START RECORDS FOR THE EXERCISE
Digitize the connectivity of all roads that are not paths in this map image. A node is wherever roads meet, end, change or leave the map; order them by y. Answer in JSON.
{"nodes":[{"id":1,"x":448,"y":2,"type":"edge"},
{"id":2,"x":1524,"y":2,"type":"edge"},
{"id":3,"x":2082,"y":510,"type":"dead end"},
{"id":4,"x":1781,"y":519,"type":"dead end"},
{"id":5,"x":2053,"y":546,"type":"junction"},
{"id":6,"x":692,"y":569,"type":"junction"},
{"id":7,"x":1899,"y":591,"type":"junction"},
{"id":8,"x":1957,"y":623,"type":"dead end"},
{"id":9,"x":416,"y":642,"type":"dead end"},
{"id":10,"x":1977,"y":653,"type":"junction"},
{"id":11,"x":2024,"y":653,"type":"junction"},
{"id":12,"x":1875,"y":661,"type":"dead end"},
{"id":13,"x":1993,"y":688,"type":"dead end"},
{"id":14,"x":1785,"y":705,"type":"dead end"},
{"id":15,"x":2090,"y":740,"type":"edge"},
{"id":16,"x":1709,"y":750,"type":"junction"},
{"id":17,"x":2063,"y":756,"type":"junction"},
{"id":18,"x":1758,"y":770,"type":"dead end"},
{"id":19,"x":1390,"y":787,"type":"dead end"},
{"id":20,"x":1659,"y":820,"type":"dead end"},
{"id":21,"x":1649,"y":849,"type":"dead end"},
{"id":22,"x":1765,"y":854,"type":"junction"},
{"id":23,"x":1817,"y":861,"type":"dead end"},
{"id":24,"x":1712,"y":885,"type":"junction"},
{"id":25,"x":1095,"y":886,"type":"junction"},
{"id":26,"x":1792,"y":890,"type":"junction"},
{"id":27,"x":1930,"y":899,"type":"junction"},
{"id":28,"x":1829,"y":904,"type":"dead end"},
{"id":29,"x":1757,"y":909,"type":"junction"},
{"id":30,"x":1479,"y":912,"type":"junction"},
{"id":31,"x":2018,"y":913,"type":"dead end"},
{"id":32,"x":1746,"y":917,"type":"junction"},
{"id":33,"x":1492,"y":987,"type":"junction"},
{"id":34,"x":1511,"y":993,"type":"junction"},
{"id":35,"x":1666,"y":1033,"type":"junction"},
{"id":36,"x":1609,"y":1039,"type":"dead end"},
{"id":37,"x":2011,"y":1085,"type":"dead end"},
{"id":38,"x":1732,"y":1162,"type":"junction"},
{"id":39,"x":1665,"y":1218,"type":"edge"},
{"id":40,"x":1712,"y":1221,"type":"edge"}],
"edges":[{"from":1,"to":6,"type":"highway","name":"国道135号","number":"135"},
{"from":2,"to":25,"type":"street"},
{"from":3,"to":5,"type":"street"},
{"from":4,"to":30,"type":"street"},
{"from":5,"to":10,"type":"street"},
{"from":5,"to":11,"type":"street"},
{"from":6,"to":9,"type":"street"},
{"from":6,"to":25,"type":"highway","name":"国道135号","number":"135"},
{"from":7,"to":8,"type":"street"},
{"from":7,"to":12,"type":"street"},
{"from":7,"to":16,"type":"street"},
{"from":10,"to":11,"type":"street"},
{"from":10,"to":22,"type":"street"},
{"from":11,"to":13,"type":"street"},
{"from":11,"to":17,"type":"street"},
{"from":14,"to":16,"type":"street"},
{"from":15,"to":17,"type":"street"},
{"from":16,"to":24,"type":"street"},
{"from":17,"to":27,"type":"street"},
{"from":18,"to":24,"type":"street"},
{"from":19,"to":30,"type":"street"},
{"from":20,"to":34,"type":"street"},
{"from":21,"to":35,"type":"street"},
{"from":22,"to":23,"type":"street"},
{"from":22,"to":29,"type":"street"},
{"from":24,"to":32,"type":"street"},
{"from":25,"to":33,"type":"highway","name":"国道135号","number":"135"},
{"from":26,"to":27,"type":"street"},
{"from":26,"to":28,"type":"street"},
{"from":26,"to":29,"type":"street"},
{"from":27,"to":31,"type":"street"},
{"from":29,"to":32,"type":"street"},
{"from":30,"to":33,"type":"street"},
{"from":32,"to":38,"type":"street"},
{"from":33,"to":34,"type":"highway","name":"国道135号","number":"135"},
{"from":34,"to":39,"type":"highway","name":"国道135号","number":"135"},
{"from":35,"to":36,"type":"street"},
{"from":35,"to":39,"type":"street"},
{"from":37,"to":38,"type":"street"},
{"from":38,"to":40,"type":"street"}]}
END RECORDS FOR THE EXERCISE
▶ [WHAT IS REQUIRED]
Exactly as written above, copy out all the records.

▶ [EXERCISE RESULT]
Digitize the connectivity of all roads that are not paths in this map image. A node is wherever roads meet, end, change or leave the map; order them by y. Answer in JSON.
{"nodes":[{"id":1,"x":448,"y":2,"type":"edge"},
{"id":2,"x":1524,"y":2,"type":"edge"},
{"id":3,"x":2082,"y":510,"type":"dead end"},
{"id":4,"x":1781,"y":519,"type":"dead end"},
{"id":5,"x":2053,"y":546,"type":"junction"},
{"id":6,"x":692,"y":569,"type":"junction"},
{"id":7,"x":1899,"y":591,"type":"junction"},
{"id":8,"x":1957,"y":623,"type":"dead end"},
{"id":9,"x":416,"y":642,"type":"dead end"},
{"id":10,"x":1977,"y":653,"type":"junction"},
{"id":11,"x":2024,"y":653,"type":"junction"},
{"id":12,"x":1875,"y":661,"type":"dead end"},
{"id":13,"x":1993,"y":688,"type":"dead end"},
{"id":14,"x":1785,"y":705,"type":"dead end"},
{"id":15,"x":2090,"y":740,"type":"edge"},
{"id":16,"x":1709,"y":750,"type":"junction"},
{"id":17,"x":2063,"y":756,"type":"junction"},
{"id":18,"x":1758,"y":770,"type":"dead end"},
{"id":19,"x":1390,"y":787,"type":"dead end"},
{"id":20,"x":1659,"y":820,"type":"dead end"},
{"id":21,"x":1649,"y":849,"type":"dead end"},
{"id":22,"x":1765,"y":854,"type":"junction"},
{"id":23,"x":1817,"y":861,"type":"dead end"},
{"id":24,"x":1712,"y":885,"type":"junction"},
{"id":25,"x":1095,"y":886,"type":"junction"},
{"id":26,"x":1792,"y":890,"type":"junction"},
{"id":27,"x":1930,"y":899,"type":"junction"},
{"id":28,"x":1829,"y":904,"type":"dead end"},
{"id":29,"x":1757,"y":909,"type":"junction"},
{"id":30,"x":1479,"y":912,"type":"junction"},
{"id":31,"x":2018,"y":913,"type":"dead end"},
{"id":32,"x":1746,"y":917,"type":"junction"},
{"id":33,"x":1492,"y":987,"type":"junction"},
{"id":34,"x":1511,"y":993,"type":"junction"},
{"id":35,"x":1666,"y":1033,"type":"junction"},
{"id":36,"x":1609,"y":1039,"type":"dead end"},
{"id":37,"x":2011,"y":1085,"type":"dead end"},
{"id":38,"x":1732,"y":1162,"type":"junction"},
{"id":39,"x":1665,"y":1218,"type":"edge"},
{"id":40,"x":1712,"y":1221,"type":"edge"}],
"edges":[{"from":1,"to":6,"type":"highway","name":"国道135号","number":"135"},
{"from":2,"to":25,"type":"street"},
{"from":3,"to":5,"type":"street"},
{"from":4,"to":30,"type":"street"},
{"from":5,"to":10,"type":"street"},
{"from":5,"to":11,"type":"street"},
{"from":6,"to":9,"type":"street"},
{"from":6,"to":25,"type":"highway","name":"国道135号","number":"135"},
{"from":7,"to":8,"type":"street"},
{"from":7,"to":12,"type":"street"},
{"from":7,"to":16,"type":"street"},
{"from":10,"to":11,"type":"street"},
{"from":10,"to":22,"type":"street"},
{"from":11,"to":13,"type":"street"},
{"from":11,"to":17,"type":"street"},
{"from":14,"to":16,"type":"street"},
{"from":15,"to":17,"type":"street"},
{"from":16,"to":24,"type":"street"},
{"from":17,"to":27,"type":"street"},
{"from":18,"to":24,"type":"street"},
{"from":19,"to":30,"type":"street"},
{"from":20,"to":34,"type":"street"},
{"from":21,"to":35,"type":"street"},
{"from":22,"to":23,"type":"street"},
{"from":22,"to":29,"type":"street"},
{"from":24,"to":32,"type":"street"},
{"from":25,"to":33,"type":"highway","name":"国道135号","number":"135"},
{"from":26,"to":27,"type":"street"},
{"from":26,"to":28,"type":"street"},
{"from":26,"to":29,"type":"street"},
{"from":27,"to":31,"type":"street"},
{"from":29,"to":32,"type":"street"},
{"from":30,"to":33,"type":"street"},
{"from":32,"to":38,"type":"street"},
{"from":33,"to":34,"type":"highway","name":"国道135号","number":"135"},
{"from":34,"to":39,"type":"highway","name":"国道135号","number":"135"},
{"from":35,"to":36,"type":"street"},
{"from":35,"to":39,"type":"street"},
{"from":37,"to":38,"type":"street"},
{"from":38,"to":40,"type":"street"}]}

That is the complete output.